Quand on administre à la tête des citoyens, c’est généralement pour défendre les intérêts de ceux-ci devant les hommes et la loi. Mais quand on use de son pouvoir pour outre passer la loi et brimer les mêmes citoyens, on devient un délinquant vis-à-vis de la loi, et de ses citoyens. C’est ce qui advient malheureusement pour les Tchadiens pour le gouverneur Nouki Adam Charfadine. Il est facile d’user de sire qu’on appartient à la communauté d’où est issu Idriss Déby pour imposer sa loi. La justice tchadienne n’a pas le droit de mettre en liberté un gouverneur délinquant appréhendé par les hommes de loi, au prétexte qu’il est pourvu d’un garant qui est son parent élevé au grade de général dans l’armée. Comment feront les Tchadiens qui n’ont pas un parent au titre de général dans l’armée ? Pouvoir ainsi permettre une justice à deux vitesses n’est pas tolérable. Les avocats et autres magistrats ont le droit de demander que justice soit faite, et en interpelant le 1er magistrat diton qu’est Idriss Déby. La place d’un administrateur délinquant est la prison. Il doit répondre de ses actes conformément aux peines qu’il a infligé aux autres citoyens passés devant la justice. Nouki Charfadine n’est pas à ses premières œuvres. Quand il fut gouverneur au Batha, plusieurs citoyens se sont plaints de ses manières démoniaques. La récidive dans le Logone Oriental est juste un retour des mauvaises habitudes délinquantes dont il est devenu un maitre incontesté. Tant la justice ne punit pas de la manière exemplaire ces genres de faits, la population doit s’attendre à d’autres dérives, que les responsables de la justice eux-mêmes approuvent.

Tchadanthropus-tribune

 

L’ex-gouverneur de la région du Logone Oriental, au Tchad, Adam Nouki Charfadine a été libéré par un de ses parents proches, un général de l’armée.

Adam Nouki Charfadine avait été démis de ses fonctions et arrêté le 14 juin dernier avec deux commandants de la Légion de gendarmerie de Doba, et mis aux arrêts pour avoir donné l’ordre de tirer sur un avocat. Ils avaient été ensuite déférés à N’Djamena à la Section nationale de Recherches judiciaires (SNRJ). En garde à vue, Adam Nouki Charfadine a été libéré ce week-end sur ordre d’un de ses proches, un général de l’armée.
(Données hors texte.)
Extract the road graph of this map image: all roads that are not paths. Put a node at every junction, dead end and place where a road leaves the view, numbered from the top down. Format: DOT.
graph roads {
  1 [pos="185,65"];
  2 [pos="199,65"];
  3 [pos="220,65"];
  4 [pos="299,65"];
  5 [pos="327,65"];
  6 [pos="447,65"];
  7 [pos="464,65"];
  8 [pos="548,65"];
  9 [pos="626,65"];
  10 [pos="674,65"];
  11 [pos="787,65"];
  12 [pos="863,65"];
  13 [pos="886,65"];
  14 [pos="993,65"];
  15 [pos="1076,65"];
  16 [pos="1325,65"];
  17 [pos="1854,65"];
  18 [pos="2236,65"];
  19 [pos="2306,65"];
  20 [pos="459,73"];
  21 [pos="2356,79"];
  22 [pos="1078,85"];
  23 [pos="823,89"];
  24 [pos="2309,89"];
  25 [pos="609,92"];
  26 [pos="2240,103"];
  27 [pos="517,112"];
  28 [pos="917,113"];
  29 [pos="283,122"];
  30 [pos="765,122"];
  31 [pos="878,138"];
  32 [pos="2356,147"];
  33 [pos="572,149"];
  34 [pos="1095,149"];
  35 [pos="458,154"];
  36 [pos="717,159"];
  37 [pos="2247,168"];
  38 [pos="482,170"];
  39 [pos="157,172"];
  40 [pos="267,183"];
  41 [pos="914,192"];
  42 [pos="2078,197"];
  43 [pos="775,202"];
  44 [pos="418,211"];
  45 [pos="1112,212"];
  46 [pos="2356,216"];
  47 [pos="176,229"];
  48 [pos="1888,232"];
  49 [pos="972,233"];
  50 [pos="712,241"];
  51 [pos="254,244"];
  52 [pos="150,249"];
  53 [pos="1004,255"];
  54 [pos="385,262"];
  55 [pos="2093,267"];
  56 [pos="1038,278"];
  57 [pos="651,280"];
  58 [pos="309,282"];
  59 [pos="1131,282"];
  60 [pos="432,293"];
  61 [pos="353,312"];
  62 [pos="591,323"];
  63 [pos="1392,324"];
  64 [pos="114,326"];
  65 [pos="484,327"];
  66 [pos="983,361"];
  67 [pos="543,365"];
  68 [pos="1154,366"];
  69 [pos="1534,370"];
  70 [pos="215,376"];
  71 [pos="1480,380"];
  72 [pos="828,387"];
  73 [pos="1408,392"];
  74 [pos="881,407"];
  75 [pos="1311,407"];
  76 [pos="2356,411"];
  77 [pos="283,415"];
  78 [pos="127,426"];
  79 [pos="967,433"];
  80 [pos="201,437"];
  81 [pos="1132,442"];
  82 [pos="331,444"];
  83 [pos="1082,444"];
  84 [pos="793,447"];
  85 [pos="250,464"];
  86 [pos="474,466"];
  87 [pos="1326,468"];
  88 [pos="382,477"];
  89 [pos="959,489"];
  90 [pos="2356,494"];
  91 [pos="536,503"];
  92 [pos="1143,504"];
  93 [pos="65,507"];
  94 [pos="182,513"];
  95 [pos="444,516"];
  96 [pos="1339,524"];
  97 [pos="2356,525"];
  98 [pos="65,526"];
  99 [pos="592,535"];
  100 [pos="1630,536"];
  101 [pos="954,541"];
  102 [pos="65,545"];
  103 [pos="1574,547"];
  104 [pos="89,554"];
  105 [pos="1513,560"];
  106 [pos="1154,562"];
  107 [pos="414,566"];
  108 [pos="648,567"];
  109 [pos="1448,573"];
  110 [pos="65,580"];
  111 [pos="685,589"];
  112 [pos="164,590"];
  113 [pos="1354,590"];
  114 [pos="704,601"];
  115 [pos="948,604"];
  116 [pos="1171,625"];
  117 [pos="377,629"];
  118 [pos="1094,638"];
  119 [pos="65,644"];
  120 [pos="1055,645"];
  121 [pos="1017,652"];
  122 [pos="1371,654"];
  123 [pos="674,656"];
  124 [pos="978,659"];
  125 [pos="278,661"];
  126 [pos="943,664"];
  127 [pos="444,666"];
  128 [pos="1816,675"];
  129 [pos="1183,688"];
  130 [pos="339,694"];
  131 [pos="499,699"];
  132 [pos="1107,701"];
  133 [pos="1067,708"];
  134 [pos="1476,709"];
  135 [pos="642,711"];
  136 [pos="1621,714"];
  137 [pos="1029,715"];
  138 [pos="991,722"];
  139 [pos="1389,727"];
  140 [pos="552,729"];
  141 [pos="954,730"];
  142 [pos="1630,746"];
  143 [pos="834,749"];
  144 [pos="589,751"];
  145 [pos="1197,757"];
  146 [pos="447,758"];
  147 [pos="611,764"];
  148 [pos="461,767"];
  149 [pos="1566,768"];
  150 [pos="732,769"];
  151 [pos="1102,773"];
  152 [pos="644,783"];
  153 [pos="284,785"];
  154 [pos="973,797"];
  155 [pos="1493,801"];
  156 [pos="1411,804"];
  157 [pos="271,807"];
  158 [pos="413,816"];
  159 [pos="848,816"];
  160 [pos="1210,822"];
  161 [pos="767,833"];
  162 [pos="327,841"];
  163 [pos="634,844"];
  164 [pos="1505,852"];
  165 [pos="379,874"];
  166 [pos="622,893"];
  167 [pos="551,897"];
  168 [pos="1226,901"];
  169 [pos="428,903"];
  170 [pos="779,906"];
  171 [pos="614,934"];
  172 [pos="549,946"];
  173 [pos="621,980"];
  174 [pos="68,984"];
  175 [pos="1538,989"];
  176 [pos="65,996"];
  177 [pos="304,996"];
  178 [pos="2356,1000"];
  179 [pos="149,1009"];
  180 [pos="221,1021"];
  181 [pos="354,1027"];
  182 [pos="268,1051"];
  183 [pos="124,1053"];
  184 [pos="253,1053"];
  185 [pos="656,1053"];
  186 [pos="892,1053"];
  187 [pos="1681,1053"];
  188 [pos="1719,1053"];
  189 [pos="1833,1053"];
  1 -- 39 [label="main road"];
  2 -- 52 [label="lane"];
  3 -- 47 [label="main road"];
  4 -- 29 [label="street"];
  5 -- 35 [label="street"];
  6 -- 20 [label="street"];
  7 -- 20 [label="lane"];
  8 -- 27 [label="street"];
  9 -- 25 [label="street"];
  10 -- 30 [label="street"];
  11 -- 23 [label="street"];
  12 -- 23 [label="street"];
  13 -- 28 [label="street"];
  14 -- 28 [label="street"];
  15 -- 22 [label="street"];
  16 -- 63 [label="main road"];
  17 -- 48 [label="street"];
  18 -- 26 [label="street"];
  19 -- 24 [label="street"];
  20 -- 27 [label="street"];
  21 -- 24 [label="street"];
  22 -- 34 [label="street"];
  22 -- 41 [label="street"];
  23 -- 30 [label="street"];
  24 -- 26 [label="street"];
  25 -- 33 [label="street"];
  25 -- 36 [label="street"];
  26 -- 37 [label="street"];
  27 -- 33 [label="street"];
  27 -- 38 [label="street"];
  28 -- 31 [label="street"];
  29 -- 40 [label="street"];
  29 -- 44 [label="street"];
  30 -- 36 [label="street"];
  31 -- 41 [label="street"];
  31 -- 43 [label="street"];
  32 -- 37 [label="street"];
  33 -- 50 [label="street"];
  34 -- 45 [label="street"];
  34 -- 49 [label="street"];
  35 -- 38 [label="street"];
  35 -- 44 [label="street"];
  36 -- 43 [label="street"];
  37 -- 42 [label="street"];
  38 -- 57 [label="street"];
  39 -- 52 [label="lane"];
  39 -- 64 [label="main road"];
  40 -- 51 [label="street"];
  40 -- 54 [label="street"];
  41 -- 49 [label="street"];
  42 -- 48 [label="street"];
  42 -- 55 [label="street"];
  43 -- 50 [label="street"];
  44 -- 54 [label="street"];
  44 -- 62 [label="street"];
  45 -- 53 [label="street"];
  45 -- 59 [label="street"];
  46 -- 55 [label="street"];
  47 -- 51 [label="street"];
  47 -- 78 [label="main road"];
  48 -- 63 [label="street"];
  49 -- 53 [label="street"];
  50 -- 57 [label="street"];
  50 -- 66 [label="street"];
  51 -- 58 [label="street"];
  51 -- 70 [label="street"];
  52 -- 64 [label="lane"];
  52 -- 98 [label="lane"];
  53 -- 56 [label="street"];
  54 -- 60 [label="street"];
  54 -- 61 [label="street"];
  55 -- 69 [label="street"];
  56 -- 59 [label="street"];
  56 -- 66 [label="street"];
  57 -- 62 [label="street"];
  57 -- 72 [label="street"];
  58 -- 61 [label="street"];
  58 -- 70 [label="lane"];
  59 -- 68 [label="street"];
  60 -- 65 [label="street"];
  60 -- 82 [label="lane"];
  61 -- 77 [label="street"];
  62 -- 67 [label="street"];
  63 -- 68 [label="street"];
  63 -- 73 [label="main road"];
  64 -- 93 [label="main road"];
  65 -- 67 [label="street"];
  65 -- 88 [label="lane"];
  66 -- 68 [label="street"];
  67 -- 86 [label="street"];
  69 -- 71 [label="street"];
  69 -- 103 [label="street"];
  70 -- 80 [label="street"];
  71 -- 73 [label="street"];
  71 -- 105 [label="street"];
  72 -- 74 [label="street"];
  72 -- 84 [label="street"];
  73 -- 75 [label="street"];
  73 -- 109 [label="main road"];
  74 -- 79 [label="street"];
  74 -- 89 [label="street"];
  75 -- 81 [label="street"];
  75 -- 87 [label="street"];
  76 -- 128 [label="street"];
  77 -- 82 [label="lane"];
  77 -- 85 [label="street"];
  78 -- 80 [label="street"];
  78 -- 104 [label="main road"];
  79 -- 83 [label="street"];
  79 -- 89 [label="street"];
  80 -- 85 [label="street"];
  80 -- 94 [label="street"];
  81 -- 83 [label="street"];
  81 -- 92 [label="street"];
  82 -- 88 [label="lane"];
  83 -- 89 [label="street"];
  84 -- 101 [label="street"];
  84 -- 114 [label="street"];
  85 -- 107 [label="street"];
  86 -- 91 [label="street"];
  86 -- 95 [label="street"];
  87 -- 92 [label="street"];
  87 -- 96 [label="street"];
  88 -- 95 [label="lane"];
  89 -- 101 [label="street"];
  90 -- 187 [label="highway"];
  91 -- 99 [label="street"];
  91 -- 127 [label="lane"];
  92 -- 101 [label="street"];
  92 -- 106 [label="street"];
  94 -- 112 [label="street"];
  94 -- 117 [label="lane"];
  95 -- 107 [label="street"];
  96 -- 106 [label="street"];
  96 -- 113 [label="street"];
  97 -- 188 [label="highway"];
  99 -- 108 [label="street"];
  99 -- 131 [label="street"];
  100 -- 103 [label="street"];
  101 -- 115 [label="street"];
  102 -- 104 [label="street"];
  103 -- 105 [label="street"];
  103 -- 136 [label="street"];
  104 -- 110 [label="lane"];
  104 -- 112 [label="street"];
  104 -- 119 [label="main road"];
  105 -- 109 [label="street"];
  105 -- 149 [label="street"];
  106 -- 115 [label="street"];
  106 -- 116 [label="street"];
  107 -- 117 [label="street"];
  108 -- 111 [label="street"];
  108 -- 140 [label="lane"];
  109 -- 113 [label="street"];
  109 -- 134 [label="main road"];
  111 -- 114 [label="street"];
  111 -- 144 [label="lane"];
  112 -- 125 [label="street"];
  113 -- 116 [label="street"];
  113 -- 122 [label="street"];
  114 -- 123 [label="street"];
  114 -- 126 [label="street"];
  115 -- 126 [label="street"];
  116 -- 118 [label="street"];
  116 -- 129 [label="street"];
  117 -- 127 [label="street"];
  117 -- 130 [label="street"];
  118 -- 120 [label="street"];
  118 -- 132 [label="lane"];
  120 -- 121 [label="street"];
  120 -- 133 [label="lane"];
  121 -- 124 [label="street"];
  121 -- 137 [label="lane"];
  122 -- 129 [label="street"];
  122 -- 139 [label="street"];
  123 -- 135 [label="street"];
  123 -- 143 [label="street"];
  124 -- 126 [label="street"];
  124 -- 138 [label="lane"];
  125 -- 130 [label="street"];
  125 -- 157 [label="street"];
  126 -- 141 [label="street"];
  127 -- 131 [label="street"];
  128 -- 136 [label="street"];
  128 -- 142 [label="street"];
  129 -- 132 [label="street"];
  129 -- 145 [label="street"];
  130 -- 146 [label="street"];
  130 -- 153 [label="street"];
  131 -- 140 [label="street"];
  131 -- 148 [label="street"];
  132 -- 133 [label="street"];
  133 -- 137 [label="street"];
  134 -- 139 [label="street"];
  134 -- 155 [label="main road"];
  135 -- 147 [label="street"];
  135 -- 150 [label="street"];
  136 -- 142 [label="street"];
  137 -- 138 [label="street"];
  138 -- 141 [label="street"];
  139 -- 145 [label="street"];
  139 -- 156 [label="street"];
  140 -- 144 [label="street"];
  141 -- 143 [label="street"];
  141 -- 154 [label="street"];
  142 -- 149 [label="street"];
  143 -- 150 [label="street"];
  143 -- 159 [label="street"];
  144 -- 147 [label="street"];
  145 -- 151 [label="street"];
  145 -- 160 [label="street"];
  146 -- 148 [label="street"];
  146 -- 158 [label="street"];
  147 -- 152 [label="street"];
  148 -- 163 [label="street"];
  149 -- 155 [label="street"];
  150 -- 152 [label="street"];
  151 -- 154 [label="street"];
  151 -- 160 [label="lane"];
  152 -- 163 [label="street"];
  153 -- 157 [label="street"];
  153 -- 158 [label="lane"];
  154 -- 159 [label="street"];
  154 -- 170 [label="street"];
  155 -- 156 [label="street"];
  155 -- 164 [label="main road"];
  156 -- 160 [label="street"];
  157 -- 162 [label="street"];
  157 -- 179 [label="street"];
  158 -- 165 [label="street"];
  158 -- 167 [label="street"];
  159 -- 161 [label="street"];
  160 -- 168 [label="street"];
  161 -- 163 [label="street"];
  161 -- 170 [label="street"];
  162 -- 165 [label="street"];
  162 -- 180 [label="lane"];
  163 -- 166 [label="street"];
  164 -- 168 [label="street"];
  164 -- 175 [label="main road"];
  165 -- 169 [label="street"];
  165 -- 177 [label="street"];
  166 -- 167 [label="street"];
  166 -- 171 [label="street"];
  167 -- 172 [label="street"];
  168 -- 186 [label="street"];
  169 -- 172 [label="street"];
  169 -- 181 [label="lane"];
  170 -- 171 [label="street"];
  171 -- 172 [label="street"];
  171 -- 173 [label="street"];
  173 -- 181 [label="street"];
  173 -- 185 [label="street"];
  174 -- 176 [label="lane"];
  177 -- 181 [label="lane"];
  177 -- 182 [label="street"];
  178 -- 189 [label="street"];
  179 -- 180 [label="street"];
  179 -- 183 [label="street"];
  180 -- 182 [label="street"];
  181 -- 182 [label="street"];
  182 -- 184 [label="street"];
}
Sa libération a choqué les magistrats, les avocats et les huissiers en grève depuis le 31 mai dernier. Le personnel judiciaire réclamait que les deux commandants de la Légion de gendarmerie de Doba et lui soient démis de leurs fonctions puis traduits en justice pour répondre de leurs actes. L’avocat de l’un des commandants de la légion, qui n’a pas souhaité s’exprimer sur la question pour les besoins de l’enquête a confié à la BBC que son client avait été entendu sur procès-verbal régulier puis libéré.

Selon lui, il repartira à la SNRJ, lieu de sa garde à vue en attendant son transfert au parquet.